Ofwat price review 2009 - Environment, Food and Rural Affairs Committee Contents


Memorandum submitted by the National Trust (Ofwat 01)

1.  EXECUTIVE SUMMARY

  1.1.  The National Trust welcomes the opportunity to contribute to this inquiry. Across the Trust's operations we are working to use less water and improve water conservation as part of our strategy to reduce our environmental footprint and provide public benefit. We are also adopting an integrated approach to catchment management, looking at the role of land use in addressing issues of both water quality and quantity, and identifying management techniques and land use changes which deliver multiple benefits.

1.2.  We believe that PR09 offers a crucial opportunity to:

    —  introduce full water metering alongside tariffs which protect vulnerable customers while penalising waste;

    —  take forward large-scale water efficiency programmes; and

    —  tackle water quality problems at source through catchment management initiatives that offer many benefits, not just for the environment, but also for the economy and society.

2.  THE NATIONAL TRUST AND WATER

  2.1.  The National Trust is the UK's largest non-governmental landowner and farming organisation with 2,000 farm tenancies covering more than 250,000ha of land, including whole catchments, hundreds of headwaters, private water supplies and sewerage systems, salmonid rivers and major lakes. We are also Europe's largest conservation charity. We own more than 1,100km of coastline in England, Wales and Northern Ireland, manage more than 10% of SSSIs in the UK, and our countryside and open space properties receive over 100 million visits every year.

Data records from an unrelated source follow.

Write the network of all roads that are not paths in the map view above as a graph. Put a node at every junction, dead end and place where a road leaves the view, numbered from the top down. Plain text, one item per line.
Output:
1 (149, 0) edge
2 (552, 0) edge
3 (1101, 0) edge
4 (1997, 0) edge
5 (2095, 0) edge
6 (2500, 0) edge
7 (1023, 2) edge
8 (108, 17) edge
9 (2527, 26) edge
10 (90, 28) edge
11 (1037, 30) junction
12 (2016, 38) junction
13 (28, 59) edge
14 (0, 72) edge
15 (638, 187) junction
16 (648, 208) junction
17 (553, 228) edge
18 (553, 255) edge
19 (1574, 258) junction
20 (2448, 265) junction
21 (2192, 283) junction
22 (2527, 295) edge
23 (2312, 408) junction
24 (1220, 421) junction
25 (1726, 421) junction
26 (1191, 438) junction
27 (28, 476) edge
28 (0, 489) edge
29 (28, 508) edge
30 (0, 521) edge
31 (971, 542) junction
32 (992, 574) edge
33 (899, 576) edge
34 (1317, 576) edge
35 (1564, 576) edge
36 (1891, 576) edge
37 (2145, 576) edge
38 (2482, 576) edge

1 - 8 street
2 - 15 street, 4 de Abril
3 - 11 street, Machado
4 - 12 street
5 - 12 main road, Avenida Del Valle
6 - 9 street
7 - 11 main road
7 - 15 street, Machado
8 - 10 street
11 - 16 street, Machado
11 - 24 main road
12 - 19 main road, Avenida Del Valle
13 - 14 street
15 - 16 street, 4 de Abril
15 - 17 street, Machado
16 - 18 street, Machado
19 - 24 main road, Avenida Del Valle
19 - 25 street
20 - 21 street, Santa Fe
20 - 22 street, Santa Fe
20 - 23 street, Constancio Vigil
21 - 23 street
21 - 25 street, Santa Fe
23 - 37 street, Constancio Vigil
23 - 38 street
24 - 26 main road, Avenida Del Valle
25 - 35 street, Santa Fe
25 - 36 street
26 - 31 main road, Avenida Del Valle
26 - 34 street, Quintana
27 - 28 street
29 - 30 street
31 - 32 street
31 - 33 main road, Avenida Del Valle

2.2.  Water is a major issue for the Trust and is a key theme of our land use work. Every Trust property depends on and interacts with water in some way and every Trust activity and business operation requires water of a certain quality, quantity and consistency of supply. Achievement of large parts of our charitable role in conserving and enhancing wildlife and the landscape is shaped principally by the quality and quantity of water resources. It also has a major impact on the historic significance of our properties.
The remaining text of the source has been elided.